We need to either drink and not go to waffle house or go to waffle house and not drink. I need to know which is causing these shits.
My corndog is like a popsicle of bread. A WHOLE. POPSICLE. OF BREAD.
Best part of failing a semester of college: not having to buy books next semester. I can drink to that
You ad-libbed two DETAILED rounds of price is right, 1 wheel of fortune, and 1 deal or no deal.... by yourself with sound effects and music included
He legit asked if he could come over for a hug. I feel like I've been booty called by a 12 year old.
He made a fake guest pass that was just a note card with "I'm here. Me." written in sharpie, and tried to convince the security guard it was real.
He rode my dog to the bathroom and wouldn't stop laughing once he got in. It was scary.
The problem with Wednesday evening drinking is that no gets to my level. It's like like a one man party. But it's a goood party.
Because you work where i will be drunk tonight I'm asking you. Is a shirt required on Halloween?
All i remember his him yelling yahtzee while pouring beer down her shirt .
Apparently I yelled "Spring Break 1984" at a drunk couple fighting on the side of the road.
How about this: I support you through your miserable marriage, and you support me through all my anonymous sex?

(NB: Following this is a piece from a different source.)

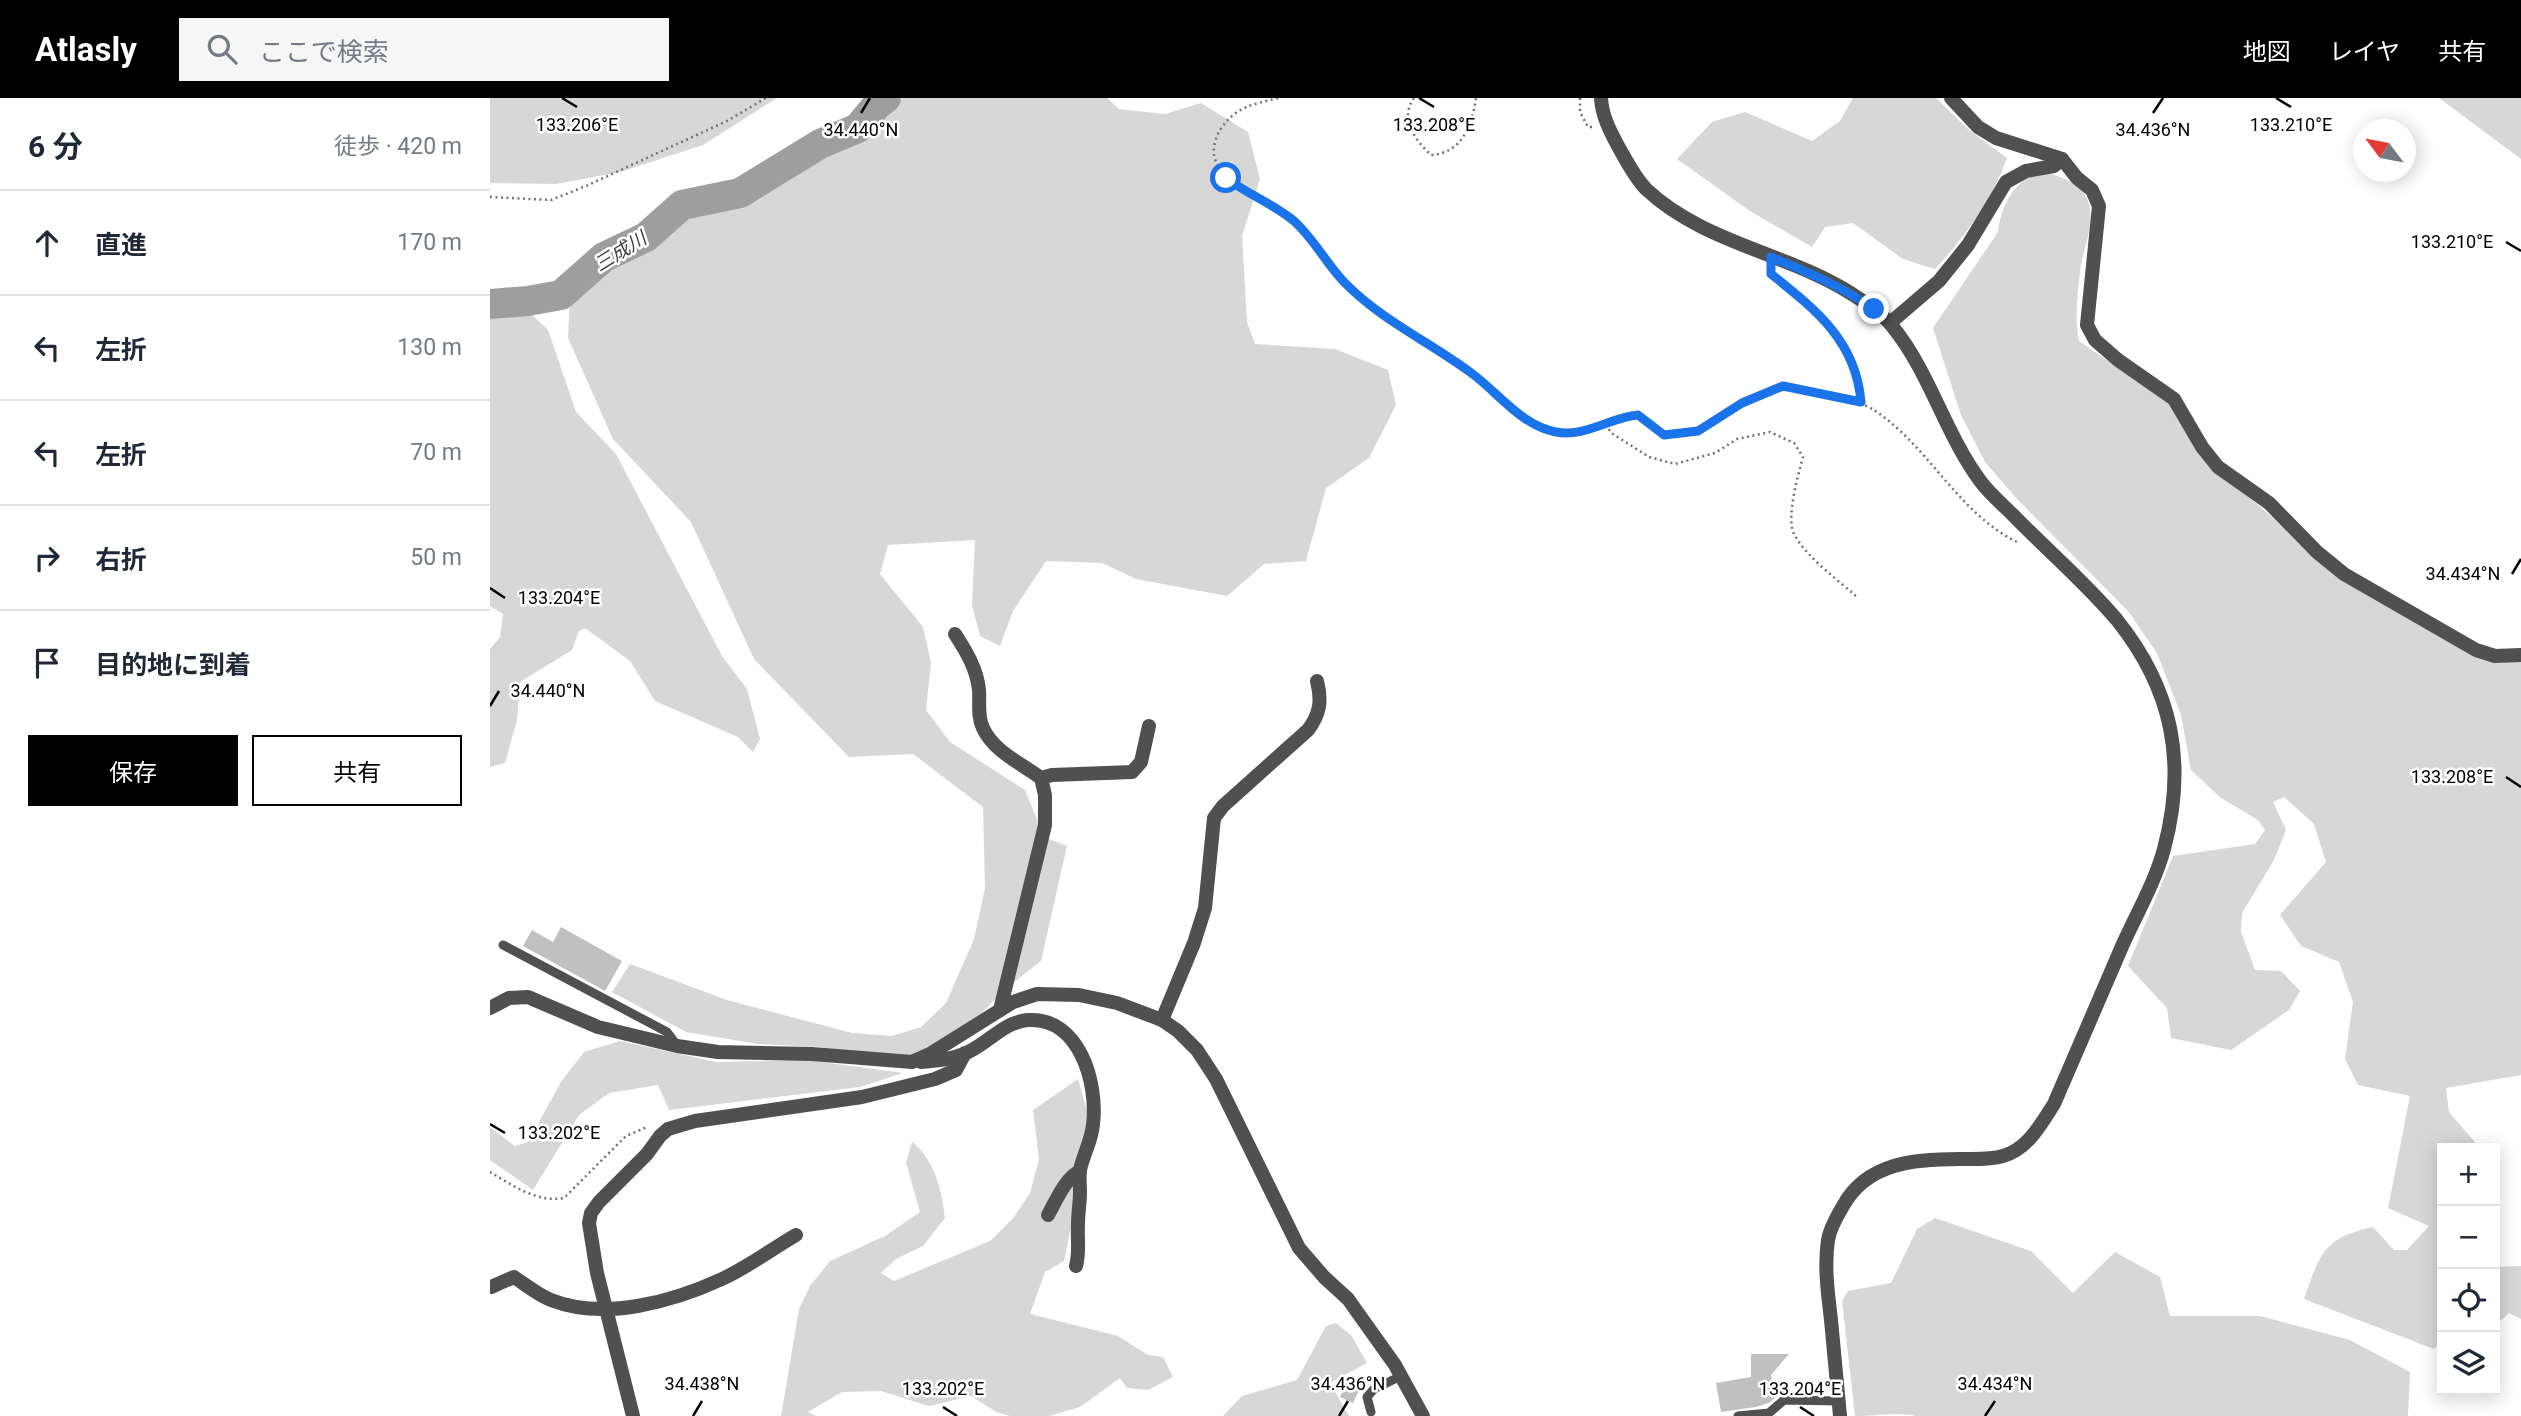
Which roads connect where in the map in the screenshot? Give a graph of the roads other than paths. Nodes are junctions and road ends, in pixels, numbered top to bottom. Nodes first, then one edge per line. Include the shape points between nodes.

He literally just laid flat on top of me motionless at one point. It felt less like foreplay and more like he was trying to use me as a flotation device. 0/10
The bouncers found you passed out on the toilet. They tried to move you but you refused and repeatedly shouted that you wanted to go out like Elvis.
So...I know we have a conversation later this week. But one of the key things I want to know is if I can specify having my body mummified and buried in Egypt (or at least nearby the Luxor in Vegas). How much money do you think that would cost? Do I need to increase my life insurance policy?